• _Input data_:
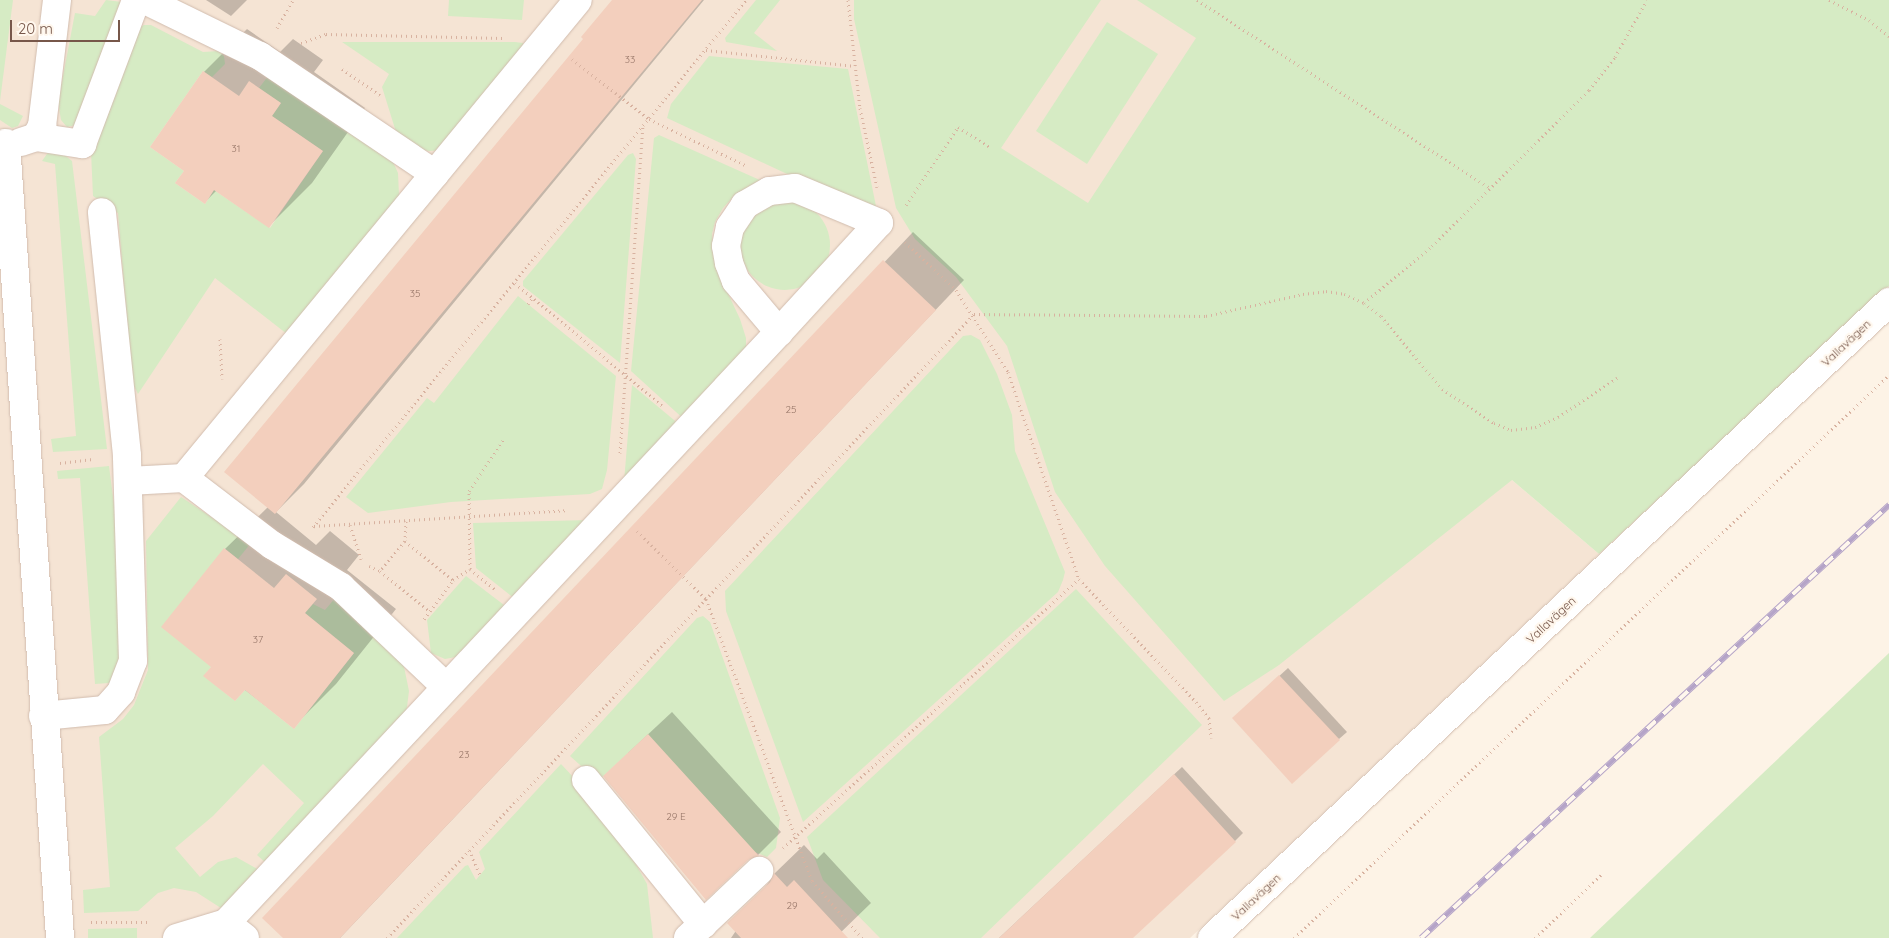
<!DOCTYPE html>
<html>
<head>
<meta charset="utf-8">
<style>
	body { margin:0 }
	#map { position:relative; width:1889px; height:938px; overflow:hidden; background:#fdf3e6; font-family:Quicksand,sans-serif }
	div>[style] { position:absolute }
	.residential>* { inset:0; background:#f5e4d4 }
	.green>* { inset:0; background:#d6ebc4 }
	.round { border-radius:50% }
	.shadow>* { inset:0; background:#0003 }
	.building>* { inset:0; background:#f3cfbd }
	.path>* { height:3px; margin-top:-1.5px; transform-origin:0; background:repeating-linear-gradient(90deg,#d8b2a0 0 1px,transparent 0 5px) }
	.roads { filter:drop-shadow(0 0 1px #d1bcae) drop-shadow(0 0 1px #d1bcae) }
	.minor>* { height:28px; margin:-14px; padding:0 14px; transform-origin:14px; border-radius:14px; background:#fff }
	.rail>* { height:5.5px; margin-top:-2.75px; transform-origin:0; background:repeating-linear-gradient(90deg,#fff7ed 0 11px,#b5a4c8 0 22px); box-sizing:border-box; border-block:1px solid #b5a4c8 }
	span { translate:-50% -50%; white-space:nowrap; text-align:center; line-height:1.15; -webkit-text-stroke:4.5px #fff7ed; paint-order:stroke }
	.number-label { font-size:10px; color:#967567 }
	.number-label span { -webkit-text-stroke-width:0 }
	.street-label { font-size:12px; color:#77574a }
	.scale { position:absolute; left:10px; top:20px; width:110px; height:22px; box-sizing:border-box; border:2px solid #77574a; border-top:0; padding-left:6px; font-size:15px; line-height:18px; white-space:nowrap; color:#77574a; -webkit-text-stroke:4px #fff7ed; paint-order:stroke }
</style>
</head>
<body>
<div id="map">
	<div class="residential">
		<div style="clip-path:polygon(0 0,1230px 0,1512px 480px,1599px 554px,1190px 938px,0 938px)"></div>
	</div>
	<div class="green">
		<div style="clip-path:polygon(0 0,13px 0,0 101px)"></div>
		<div style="clip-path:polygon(106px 0,122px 2px,76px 125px,67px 127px,61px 120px,58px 102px,75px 13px,95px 16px)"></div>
		<div style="clip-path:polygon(449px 0,524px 0,522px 20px,448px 16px)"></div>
		<div style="clip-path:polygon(756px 0,780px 0,754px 33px,777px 51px,726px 42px,725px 38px)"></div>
		<div style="clip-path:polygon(854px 0,1101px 0,1001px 148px,1088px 203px,1196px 38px,1137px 0,1889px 0,1889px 286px,1599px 554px,1512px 480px,1279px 665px,1224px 701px,1105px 566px,1055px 492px,1007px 346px,956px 277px,915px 239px,896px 208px,854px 19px)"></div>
		<div style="clip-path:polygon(1107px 22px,1158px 54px,1087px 164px,1036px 131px)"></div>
		<div style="clip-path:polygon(144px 25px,151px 25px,203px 52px,219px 51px,224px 56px,225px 64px,212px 77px,203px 71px,150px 147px,184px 171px,175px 183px,205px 204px,214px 190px,270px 228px,323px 151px,272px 116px,281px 103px,259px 88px,269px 75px,390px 155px,398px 173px,399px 195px,393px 212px,287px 334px,215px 278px,138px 394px,132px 382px,118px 213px,93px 196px,91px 152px,136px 29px)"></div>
		<div style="clip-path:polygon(342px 42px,515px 42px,523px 43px,524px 48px,443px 150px,429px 151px,419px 149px,396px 132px,382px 87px,389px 74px)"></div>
		<div style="clip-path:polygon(709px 56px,848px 69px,876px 206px,872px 210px,862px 209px,667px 118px,671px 104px)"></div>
		<div style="clip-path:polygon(0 104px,23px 116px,18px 126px,12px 128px,0 120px)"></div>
		<div style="clip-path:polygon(659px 135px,762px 181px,734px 196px,723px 208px,715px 222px,712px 234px,716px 268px,740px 319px,746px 338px,746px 352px,687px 422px,631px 371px,654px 138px)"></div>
		<div style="clip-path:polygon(49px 151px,62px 153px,72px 161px,107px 449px,53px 452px,51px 439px,76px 436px,55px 164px,42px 161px)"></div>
		<div style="clip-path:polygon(633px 153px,636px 159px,620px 363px,523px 286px,523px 281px,628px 155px)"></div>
		<div class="round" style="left:740px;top:200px;width:90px;height:90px"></div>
		<div style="clip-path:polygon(518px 296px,616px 376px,607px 470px,602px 489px,590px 494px,451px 502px,368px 513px,346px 497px,427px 398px,434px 403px)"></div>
		<div style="clip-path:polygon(971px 335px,980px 340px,997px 374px,1012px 415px,1015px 451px,1065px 572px,1063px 580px,1058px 592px,803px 822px,726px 611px,725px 591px,963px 336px)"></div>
		<div style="clip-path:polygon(632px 385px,680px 425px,623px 494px)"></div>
		<div style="clip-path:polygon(109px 466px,120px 551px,121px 661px,109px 683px,95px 684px,80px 478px,58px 479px,57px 471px)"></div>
		<div style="clip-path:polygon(181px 497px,251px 543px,238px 559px,224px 548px,211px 667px,204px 676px,235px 701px,245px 690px,294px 729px,354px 653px,305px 613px,313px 604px,325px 610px,336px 597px,402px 657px,409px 691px,407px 707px,404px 719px,267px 864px,257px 855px,304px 803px,263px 764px,213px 816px,175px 848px,200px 877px,218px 862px,236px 857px,261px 871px,224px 910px,196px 892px,174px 888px,158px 893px,138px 911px,84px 913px,83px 890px,110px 887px,99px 737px,123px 719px,134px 705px,148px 670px,146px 541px)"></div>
		<div style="clip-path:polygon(590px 520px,515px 599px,476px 568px,473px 523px)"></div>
		<div style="clip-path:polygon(466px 576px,504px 605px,505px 611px,461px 656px,445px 659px,431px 653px,427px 620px)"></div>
		<div style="clip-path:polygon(1076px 589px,1202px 725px,981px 938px,880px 938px,823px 880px,807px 837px)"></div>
		<div style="clip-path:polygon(703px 616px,710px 622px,780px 818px,776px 848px,767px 857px,755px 852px,648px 735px,598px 781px,570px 756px,697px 618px)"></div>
		<div style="clip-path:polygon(1889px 653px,1889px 938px,1590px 938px)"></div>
		<div style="clip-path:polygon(561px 764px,607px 813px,647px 884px,653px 938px,397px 938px,465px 866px,468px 865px,476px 880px,485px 869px,479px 852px)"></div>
		<div style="clip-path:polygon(137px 928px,137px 938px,88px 938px,88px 929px)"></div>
	</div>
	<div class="shadow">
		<div style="clip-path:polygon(206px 0,247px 0,231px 16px)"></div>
		<div style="clip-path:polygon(613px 0,704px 0,304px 484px,276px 512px,316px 545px,330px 531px,359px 555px,347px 570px,396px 609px,336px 684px,293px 727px,163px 627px,225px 549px,268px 507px)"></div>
		<div style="clip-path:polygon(247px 29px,280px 52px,293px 39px,323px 60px,314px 72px,365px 108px,312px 183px,269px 226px,217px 190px,205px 202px,186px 170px,152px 147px,204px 72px)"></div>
		<div style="clip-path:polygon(913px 232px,964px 280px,340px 938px,285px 938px,264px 918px)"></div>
		<div style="clip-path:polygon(1288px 668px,1347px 732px,1339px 739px,1241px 711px)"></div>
		<div style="clip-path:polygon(672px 712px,781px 832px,758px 855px,748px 859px,628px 753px)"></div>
		<div style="clip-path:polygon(1182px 767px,1243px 833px,1235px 841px,1131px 938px,999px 938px)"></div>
		<div style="clip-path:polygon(804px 845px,817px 859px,824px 852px,871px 903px,835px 938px,731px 938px,775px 873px)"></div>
	</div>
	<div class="building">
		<div style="clip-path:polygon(612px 0,702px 0,275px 514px,224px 472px,583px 39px,581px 37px)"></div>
		<div style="clip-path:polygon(203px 71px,239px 96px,249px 81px,281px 103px,272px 116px,323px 151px,269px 228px,214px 190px,205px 204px,175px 183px,184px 171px,150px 147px)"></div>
		<div style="clip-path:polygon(883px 260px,936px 310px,340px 938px,283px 938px,262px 918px)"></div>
		<div style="clip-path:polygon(224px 548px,274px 588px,286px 574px,317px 599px,305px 613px,354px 653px,294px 729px,245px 690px,235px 701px,203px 676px,211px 667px,161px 627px)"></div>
		<div style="clip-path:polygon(1279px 675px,1340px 740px,1292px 784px,1232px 718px)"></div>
		<div style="clip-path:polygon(648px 734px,759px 856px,748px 860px,706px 900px,603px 776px)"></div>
		<div style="clip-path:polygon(1174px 774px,1236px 842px,1133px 938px,999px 938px)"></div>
		<div style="clip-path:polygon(774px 873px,787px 887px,794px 880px,848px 938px,741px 938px,727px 923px,770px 882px)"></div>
	</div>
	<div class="path">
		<div style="left:848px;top:0;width:109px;rotate:83.7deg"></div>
		<div style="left:860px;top:108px;width:81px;rotate:77.9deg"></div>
		<div style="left:1197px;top:0;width:348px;rotate:32.7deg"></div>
		<div style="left:1829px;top:0;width:45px;rotate:26.6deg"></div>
		<div style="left:1869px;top:20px;width:26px;rotate:39deg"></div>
		<div style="left:277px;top:28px;width:32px;rotate:-60deg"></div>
		<div style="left:301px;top:43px;width:27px;rotate:-20deg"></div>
		<div style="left:326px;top:34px;width:177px;rotate:1.3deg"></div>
		<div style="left:706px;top:50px;width:150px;rotate:6.1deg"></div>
		<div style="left:572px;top:59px;width:98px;rotate:37.9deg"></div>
		<div style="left:649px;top:119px;width:109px;rotate:25.6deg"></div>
		<div style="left:342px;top:69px;width:46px;rotate:34.4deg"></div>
		<div style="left:906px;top:205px;width:94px;rotate:-56.3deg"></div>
		<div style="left:958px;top:127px;width:39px;rotate:32deg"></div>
		<div style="left:905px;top:242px;width:70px;rotate:43.3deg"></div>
		<div style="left:956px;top:290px;width:97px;rotate:57.6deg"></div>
		<div style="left:1008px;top:372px;width:219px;rotate:71.1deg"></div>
		<div style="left:1079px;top:579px;width:170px;rotate:46.4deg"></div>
		<div style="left:1196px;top:702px;width:21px;rotate:51deg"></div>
		<div style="left:1209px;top:718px;width:20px;rotate:84deg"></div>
		<div style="left:515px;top:283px;width:194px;rotate:39.8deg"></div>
		<div style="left:1364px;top:303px;width:89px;rotate:-40deg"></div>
		<div style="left:1432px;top:246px;width:221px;rotate:-44.8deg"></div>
		<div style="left:1589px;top:90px;width:42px;rotate:-51.8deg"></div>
		<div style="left:1615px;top:57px;width:65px;rotate:-60.7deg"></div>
		<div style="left:528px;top:304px;width:7px;rotate:-56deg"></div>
		<div style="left:220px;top:339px;width:40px;rotate:87.1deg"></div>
		<div style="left:620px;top:453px;width:327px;rotate:-86deg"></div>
		<div style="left:60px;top:463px;width:33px;rotate:-7deg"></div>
		<div style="left:406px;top:521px;width:20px;rotate:93deg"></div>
		<div style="left:405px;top:541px;width:62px;rotate:39.1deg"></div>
		<div style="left:350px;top:525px;width:36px;rotate:72deg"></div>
		<div style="left:314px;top:526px;width:252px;rotate:-3.6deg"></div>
		<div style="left:313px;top:527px;width:682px;rotate:-50.59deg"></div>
		<div style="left:637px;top:531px;width:97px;rotate:44.6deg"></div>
		<div style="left:706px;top:599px;width:301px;rotate:69.4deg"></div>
		<div style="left:812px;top:881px;width:76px;rotate:48.7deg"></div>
		<div style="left:405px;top:541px;width:39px;rotate:130deg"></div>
		<div style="left:380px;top:571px;width:62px;rotate:39.1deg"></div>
		<div style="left:369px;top:566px;width:12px;rotate:24deg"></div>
		<div style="left:470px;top:569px;width:78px;rotate:-90.7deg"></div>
		<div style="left:469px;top:491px;width:63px;rotate:-56.1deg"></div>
		<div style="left:424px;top:619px;width:49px;rotate:-53.4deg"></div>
		<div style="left:453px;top:580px;width:20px;rotate:-33deg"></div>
		<div style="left:470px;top:569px;width:32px;rotate:39deg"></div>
		<div style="left:783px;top:848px;width:400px;rotate:-42.3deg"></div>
		<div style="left:469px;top:850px;width:27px;rotate:66deg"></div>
		<div style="left:91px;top:922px;width:59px"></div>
		<div style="left:387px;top:938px;width:857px;rotate:-46.75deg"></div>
		<div style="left:974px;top:314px;width:232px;rotate:0.5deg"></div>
		<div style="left:1206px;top:316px;width:99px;rotate:-12.8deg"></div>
		<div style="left:1303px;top:294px;width:23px;rotate:-7deg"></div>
		<div style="left:1326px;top:291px;width:18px;rotate:9deg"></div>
		<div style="left:1344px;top:294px;width:22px;rotate:24deg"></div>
		<div style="left:1364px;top:303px;width:21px;rotate:37deg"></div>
		<div style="left:1381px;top:316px;width:95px;rotate:50.1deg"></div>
		<div style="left:1442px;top:389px;width:62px;rotate:33.2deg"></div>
		<div style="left:1494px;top:423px;width:18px;rotate:22deg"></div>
		<div style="left:1511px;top:430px;width:24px;rotate:-7deg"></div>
		<div style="left:1535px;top:427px;width:25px;rotate:-23deg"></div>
		<div style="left:1558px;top:417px;width:71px;rotate:-33.5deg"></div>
		<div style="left:1294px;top:938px;width:819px;rotate:-43.42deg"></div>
		<div style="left:1535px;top:938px;width:93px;rotate:-43.7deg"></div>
	</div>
	<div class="roads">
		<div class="minor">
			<div style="left:145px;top:0;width:128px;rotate:26deg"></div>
			<div style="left:260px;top:56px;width:211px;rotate:34deg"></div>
			<div style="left:36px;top:137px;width:47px;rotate:8.7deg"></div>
			<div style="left:82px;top:144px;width:154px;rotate:-69.4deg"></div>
			<div style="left:21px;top:142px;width:16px;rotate:-18deg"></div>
			<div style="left:36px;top:137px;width:13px;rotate:-61deg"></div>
			<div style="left:42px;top:126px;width:127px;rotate:-83.2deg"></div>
			<div style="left:6px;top:143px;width:797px;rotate:86.11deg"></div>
			<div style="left:184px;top:478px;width:619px;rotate:-50.5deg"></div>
			<div style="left:128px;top:481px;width:56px;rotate:-3.1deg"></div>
			<div style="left:184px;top:478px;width:111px;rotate:37.3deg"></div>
			<div style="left:272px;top:545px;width:81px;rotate:31.3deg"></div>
			<div style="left:341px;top:587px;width:144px;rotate:43.6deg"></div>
			<div style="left:43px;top:716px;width:62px;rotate:-5.5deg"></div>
			<div style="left:105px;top:710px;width:24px;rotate:-48deg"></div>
			<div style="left:121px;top:692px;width:33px;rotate:-69deg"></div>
			<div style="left:133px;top:661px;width:206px;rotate:-91.7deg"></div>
			<div style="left:127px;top:455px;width:244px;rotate:-95.9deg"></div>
			<div style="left:586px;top:780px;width:186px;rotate:50.9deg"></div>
			<div style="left:226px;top:923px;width:809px;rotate:-46.9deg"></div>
			<div style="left:779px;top:332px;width:148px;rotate:-47.5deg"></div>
			<div style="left:879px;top:223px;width:91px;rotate:-157.4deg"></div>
			<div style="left:795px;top:188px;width:26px;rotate:173deg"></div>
			<div style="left:769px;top:191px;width:28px;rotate:150deg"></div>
			<div style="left:745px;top:205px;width:27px;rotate:124deg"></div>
			<div style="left:730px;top:227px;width:19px;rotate:102deg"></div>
			<div style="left:726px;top:246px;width:17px;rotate:80deg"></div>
			<div style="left:729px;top:263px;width:19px;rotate:69deg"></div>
			<div style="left:736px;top:281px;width:67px;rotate:49.9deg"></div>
			<div style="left:177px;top:938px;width:51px;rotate:-17deg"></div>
			<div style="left:226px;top:923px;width:24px;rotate:38deg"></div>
			<div style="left:688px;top:938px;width:98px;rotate:-43.3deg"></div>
			<div style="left:1212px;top:938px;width:929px;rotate:-43.21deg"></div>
		</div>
	</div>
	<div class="rail">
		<div style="left:1421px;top:938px;width:638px;rotate:-42.78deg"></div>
	</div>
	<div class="number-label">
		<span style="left:630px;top:60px">33</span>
		<span style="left:236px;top:149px">31</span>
		<span style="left:415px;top:294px">35</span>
		<span style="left:791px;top:410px">25</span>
		<span style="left:258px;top:640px">37</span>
		<span style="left:464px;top:755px">23</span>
		<span style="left:676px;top:817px">29 E</span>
		<span style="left:792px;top:906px">29</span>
	</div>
	<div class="street-label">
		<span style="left:1846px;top:343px;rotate:-43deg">Vallavägen</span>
		<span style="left:1551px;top:620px;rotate:-43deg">Vallavägen</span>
		<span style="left:1256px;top:897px;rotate:-43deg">Vallavägen</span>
	</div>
	<div class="scale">20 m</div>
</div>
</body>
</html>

• _Try it_:
What lines above contain "number"? Copy them out.

• _Answer to this task_:
	.number-label { font-size:10px; color:#967567 }
	.number-label span { -webkit-text-stroke-width:0 }
	<div class="number-label">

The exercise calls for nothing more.